‘New global energy economy’ emerging as IEA ups clean power forecasts
2021 is set to be another record year for renewable energy installations, with 290 GW of new capacity expected to be built globally, the International Energy Agency said Dec. 1 in its annual Renewables Market Report.
Despite volatile energy markets and the rising cost of key raw materials used to make solar panels and wind turbines, the record additions are “yet another sign that a new global energy economy is emerging,” Fatih Birol, executive director at the agency, or IEA, said in a statement.
By 2026, global renewables capacity is forecast to grow more than 60% compared to 2020 levels, surpassing 4,800 GW, the IEA projects. That equates to 1,830 GW of new additions in five years, or up to 380 GW annually.
More than half of the growth to 2026 will come from solar. Dubbed the king of renewables, the technology will see 160 GW of fresh capacity installed this year, the agency said.
“Solar [photovoltaic] remains the powerhouse of growth in renewable electricity, with its capacity additions forecast to increase by 17% in 2021 to a new record,” the IEA said.
Higher installation projections, particularly in key regions Europe and China, came on the back of stronger support from government policies and more ambitious clean energy goals set out before and during the COP26 climate conference in Glasgow, Scotland, in November, the IEA said.

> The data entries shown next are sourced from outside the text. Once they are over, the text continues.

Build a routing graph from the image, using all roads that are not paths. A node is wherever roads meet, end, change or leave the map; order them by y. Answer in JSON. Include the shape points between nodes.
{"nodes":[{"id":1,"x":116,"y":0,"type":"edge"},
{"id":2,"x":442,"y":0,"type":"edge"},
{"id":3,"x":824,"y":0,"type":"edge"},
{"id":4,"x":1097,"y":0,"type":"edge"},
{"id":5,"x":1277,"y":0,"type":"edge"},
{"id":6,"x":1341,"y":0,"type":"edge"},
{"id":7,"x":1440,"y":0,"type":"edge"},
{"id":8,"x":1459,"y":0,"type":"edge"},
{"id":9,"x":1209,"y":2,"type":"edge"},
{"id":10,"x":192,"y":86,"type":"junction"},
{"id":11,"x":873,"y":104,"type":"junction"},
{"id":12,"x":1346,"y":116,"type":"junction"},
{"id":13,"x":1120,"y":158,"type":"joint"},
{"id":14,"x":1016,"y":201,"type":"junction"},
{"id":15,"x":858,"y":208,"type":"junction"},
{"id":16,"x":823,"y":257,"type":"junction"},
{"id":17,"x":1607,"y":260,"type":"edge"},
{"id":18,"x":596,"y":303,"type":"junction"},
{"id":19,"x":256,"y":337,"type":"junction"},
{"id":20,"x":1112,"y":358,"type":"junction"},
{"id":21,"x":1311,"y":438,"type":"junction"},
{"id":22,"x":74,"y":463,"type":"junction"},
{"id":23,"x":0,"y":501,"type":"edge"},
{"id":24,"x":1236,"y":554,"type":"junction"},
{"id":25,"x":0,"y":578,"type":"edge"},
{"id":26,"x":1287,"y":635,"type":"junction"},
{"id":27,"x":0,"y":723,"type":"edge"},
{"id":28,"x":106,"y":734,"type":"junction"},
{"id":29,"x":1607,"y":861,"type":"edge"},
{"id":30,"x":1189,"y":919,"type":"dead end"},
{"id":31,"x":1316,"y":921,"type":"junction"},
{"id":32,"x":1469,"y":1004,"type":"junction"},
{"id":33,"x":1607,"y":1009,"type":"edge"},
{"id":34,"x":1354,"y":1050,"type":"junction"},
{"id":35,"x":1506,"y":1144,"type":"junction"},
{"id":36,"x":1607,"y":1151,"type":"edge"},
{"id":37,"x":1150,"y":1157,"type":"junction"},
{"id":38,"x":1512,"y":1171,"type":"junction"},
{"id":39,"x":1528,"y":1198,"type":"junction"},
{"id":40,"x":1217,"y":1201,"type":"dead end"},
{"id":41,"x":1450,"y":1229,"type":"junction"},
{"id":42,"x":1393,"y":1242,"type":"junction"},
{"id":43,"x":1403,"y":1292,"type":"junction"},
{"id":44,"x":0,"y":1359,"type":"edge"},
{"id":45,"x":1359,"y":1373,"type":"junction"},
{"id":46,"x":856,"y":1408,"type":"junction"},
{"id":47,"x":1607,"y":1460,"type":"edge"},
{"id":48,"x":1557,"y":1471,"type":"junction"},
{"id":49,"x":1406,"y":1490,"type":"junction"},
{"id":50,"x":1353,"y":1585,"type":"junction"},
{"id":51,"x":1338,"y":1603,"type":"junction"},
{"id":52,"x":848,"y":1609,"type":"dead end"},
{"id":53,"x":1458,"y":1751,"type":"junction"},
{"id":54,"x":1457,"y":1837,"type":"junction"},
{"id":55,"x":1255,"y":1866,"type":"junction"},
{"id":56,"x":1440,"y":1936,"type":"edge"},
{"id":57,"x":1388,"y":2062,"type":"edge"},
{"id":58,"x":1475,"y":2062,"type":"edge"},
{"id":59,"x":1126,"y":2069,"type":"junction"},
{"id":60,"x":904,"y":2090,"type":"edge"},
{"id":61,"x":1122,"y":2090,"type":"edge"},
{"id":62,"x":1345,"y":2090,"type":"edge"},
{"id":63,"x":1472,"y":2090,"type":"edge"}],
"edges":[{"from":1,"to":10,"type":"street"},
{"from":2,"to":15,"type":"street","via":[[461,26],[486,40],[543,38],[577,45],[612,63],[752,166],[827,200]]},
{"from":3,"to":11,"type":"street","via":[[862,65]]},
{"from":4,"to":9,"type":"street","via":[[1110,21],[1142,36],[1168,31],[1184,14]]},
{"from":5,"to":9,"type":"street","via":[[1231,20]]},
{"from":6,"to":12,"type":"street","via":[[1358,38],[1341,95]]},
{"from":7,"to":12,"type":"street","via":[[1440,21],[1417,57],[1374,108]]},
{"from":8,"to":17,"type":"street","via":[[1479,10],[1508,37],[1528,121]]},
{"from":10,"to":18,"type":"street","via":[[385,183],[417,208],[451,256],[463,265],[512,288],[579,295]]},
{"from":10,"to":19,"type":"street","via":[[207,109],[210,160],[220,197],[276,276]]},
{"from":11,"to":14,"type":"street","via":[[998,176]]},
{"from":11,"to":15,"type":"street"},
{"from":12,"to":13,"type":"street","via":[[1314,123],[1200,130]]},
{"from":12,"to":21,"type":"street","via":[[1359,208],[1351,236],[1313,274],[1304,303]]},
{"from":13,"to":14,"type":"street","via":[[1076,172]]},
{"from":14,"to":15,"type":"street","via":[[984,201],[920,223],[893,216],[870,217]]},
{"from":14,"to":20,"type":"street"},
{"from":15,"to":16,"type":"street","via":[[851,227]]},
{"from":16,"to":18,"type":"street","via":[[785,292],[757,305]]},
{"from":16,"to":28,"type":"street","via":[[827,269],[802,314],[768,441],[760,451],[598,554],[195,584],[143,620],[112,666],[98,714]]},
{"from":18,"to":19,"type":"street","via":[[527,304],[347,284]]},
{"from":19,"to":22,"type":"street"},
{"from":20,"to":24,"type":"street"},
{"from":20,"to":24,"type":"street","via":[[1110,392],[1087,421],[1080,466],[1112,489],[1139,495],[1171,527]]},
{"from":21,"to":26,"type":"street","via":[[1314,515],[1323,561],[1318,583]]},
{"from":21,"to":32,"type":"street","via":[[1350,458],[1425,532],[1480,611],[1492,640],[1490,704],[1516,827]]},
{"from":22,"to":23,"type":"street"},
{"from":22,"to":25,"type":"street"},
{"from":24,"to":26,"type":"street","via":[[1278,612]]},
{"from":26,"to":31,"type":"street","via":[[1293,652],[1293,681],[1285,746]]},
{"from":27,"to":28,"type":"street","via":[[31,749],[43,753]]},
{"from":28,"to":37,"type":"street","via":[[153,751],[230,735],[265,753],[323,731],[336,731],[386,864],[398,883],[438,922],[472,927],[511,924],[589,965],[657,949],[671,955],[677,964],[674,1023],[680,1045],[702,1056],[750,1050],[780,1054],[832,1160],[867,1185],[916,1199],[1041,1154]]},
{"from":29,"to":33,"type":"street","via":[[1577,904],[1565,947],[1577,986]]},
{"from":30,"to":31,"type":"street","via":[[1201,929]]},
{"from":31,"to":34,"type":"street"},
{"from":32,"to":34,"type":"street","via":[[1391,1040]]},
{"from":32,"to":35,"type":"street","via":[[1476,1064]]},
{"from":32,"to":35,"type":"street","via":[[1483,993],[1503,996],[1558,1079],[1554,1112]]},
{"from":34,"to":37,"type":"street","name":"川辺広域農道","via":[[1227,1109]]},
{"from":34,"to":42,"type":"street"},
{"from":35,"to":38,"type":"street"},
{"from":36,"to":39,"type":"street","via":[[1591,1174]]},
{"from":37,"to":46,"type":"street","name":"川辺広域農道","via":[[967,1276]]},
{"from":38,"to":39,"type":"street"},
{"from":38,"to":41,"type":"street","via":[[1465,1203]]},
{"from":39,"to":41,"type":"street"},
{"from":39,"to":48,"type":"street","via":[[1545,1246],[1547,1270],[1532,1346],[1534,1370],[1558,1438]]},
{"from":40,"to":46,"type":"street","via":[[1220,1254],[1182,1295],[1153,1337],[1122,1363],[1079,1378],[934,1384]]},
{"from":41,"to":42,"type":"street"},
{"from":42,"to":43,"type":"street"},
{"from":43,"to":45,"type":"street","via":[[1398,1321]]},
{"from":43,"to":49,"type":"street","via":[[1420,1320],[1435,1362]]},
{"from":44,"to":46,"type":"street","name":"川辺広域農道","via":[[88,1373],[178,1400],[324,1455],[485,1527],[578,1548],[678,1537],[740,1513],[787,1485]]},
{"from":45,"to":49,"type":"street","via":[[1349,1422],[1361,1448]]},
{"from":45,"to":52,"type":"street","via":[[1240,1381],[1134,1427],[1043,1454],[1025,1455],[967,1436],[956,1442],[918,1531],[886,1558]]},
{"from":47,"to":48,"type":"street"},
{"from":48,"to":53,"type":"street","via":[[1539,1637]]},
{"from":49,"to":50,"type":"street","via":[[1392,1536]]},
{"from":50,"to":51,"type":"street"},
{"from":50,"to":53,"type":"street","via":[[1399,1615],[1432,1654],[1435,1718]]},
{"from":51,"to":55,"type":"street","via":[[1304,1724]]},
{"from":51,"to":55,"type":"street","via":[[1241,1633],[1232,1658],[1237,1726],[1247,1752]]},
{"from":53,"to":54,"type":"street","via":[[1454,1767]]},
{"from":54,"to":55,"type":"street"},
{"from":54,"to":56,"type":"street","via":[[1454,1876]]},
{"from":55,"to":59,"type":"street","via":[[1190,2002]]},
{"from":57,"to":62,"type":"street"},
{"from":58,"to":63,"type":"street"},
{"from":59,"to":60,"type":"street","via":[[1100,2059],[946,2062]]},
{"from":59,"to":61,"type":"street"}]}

At COP26, countries across the developing and developed world agreed to phase out coal and increased their renewables deployment pledges in a bid to halve emissions by 2030. Ambitious net-zero emissions goals are now in place in nations accounting for nearly 90% of global GDP, which is driving deployment along with falling technology costs.
China remains the global leader in the volume of renewables capacity additions, the IEA said. The world’s largest economy is expected to reach 1,200 GW of total wind and solar capacity in 2026, four years earlier than its existing target of 2030. The EU is also likely to be ahead of its capacity targets. China, Europe, the U.S. and India account for 80% of global growth.
A large part of the IEA’s higher renewables projections stems from China’s new net-zero target for 2060, which also involves a goal to have 40% of electricity consumption met by non-fossil generation by the end of this decade. Europe’s installation forecast was increased 19% compared to 2020, with revisions driven by increased policy support for utility-scale wind and solar auctions in the EU as the bloc targets a 55% emissions reduction by 2030.
Concerns over commodity prices
Renewables growth will happen despite rising raw material prices, the IEA said. Yet, the surge in costs is also cause for concern.
The price of photovoltaic-grade polysilicon has more than quadrupled since early 2020, while steel has increased by 50%, copper by 60% and aluminum by 80%, the agency noted. Freight costs have increased almost sixfold. These factors together are putting pressure on equipment makers, and cost inflation will feed into the power price of final projects.
If commodity prices remain high through the end of 2022, the cost of wind investments would revert back up to levels last seen in 2015, the IEA said. For solar, three years of cost reductions for would be wiped out. However, renewables remain competitive against fossil fuels during this period of high commodity and energy prices, the agency added.
The exception to cost inflation is China, where turbine costs have continued to fall this year as demand dwindled following 2020’s rush to build projects in time to meet subsidy deadlines.
Focus on implementation
Despite the IEA’s revised outlook for renewables and the expected installation record this year, the world is not aligned with the agency’s net-zero scenario, meaning the energy sector falls short of limiting global warming to 1.5 degrees C as laid out in the Paris Agreement on climate change.
“Targets are a first step, but taking these targets to an implementation plan will result in higher growth rates,” Heymi Bahar, senior analyst at the IEA and co-author of the report, said during a press briefing Dec. 1.
Permitting challenges remain a key factor slowing down the growth of new capacity, alongside limitations of electricity grids that have not adapted to renewables fast enough. In the U.S., for instance, limited availability of transmission and distribution infrastructure are causing longer connection wait times for projects. While the recently passed Infrastructure Investment and Jobs Act includes funding for grid upgrades, it is not yet clear how much progress can be made in the next five years, the IEA said.
Wind power also continues to struggle with social acceptance challenges, Bahar said. Meanwhile, in the developing world, financing clean energy projects continues to be “a major obstacle,” the IEA said.